Something made Frank understand that this was really the officer, and he gave his message, which was received with many expressions of thanks.

"Won't you get down? Here, Campbell, take this horse, will you?" he called to a soldier, as Frank sprang from his horse. The orderly stepped forward and took the bridle.

"Now, come with me," said the colonel, leading the way. "We must get ready to receive your mother. There are some ladies coming—and breakfast," he called to a group who were engaged in the same occupation he had just ended, and whom Frank knew by instinct to be officers.

The information seemed to electrify the little knot addressed; for they began to rush around, and in a few moments they all were in their uniforms, and surrounding the colonel, who, having brushed his hair with the aid of a little glass hung on a bush, had hurried into his coat and was buckling on his sword and giving orders in a way which at once satisfied Frank that he was every inch a colonel.

"Now let us go and receive your mother," said he to the boy. As he strode through the camp with his coat tightly buttoned, his soft hat set jauntily on the side of his head, his plumes sweeping over its side, and his sword clattering at his spurred heel, he presented a very different appearance from that which he had made a little before, with his head in a tin basin, and his face covered with lather. In fact, Colonel Marshall was already a noted officer, and before the end of the war he attained still higher rank and reputation.

The colonel met the rest of the party at the bridge, and introduced himself and several officers who soon joined him. The negroes were directed to take the provisions over to the other side of the stream into the camp, and in a little while the whole regiment were enjoying the breakfast. The boys and their mother had at the colonel's request joined his mess, in which was one of their cousins, the brother of their cousin Belle.

The gentlemen could eat scarcely anything, they were so busy attending to the wants of the ladies.

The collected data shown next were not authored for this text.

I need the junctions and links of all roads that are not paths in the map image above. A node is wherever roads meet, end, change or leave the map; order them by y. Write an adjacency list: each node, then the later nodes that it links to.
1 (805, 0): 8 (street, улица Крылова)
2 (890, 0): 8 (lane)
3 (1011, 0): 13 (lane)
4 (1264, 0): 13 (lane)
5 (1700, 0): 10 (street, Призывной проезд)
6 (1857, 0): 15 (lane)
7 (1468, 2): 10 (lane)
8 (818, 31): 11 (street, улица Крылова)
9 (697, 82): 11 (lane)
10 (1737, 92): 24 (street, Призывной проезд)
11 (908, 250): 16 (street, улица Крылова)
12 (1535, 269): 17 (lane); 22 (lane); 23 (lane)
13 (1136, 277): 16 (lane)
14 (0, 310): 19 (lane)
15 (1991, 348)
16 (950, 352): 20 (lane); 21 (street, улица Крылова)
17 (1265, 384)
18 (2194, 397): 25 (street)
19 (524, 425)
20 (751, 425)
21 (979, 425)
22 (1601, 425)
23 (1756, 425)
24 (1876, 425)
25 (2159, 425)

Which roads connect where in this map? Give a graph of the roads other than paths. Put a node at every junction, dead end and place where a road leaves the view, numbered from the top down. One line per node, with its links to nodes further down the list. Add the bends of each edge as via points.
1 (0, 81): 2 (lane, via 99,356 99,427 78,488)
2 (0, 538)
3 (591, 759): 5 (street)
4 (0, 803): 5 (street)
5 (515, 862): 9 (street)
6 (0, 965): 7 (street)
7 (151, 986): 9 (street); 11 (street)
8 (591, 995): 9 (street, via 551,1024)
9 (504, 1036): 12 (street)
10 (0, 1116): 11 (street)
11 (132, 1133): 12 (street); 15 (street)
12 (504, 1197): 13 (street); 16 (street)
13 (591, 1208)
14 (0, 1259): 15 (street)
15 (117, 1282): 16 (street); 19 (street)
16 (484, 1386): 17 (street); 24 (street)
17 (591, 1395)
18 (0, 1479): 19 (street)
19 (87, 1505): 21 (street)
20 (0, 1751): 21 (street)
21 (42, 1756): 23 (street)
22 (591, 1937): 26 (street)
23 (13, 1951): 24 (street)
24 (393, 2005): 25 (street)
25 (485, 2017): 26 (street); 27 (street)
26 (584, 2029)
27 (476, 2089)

The colonel, particularly, waited on their cousin Belle all the time.

As soon as they had finished the colonel left them, and a bugle blew. In a minute all was bustle. Officers were giving orders; horses were saddled and brought out; and by what seemed magic to the boys, the men, who just before were scattered about among the trees laughing and eating, were standing by their horses all in proper order. The colonel and the officers came and said good-bye.

Again the bugle blew. Every man was in his saddle. A few words by the colonel, followed by other words from the captains, and the column started, turning across the bridge, the feet of the horses thundering on the planks. Then the regiment wound up the hill at a walk, the men singing snatches of a dozen songs of which "The Bonnie Blue Flag," "Lorena," and "Carry Me Back to Old Virginia Shore," were the chief ones.

It seemed to the boys that to be a soldier was the noblest thing on earth; and that this regiment could do anything.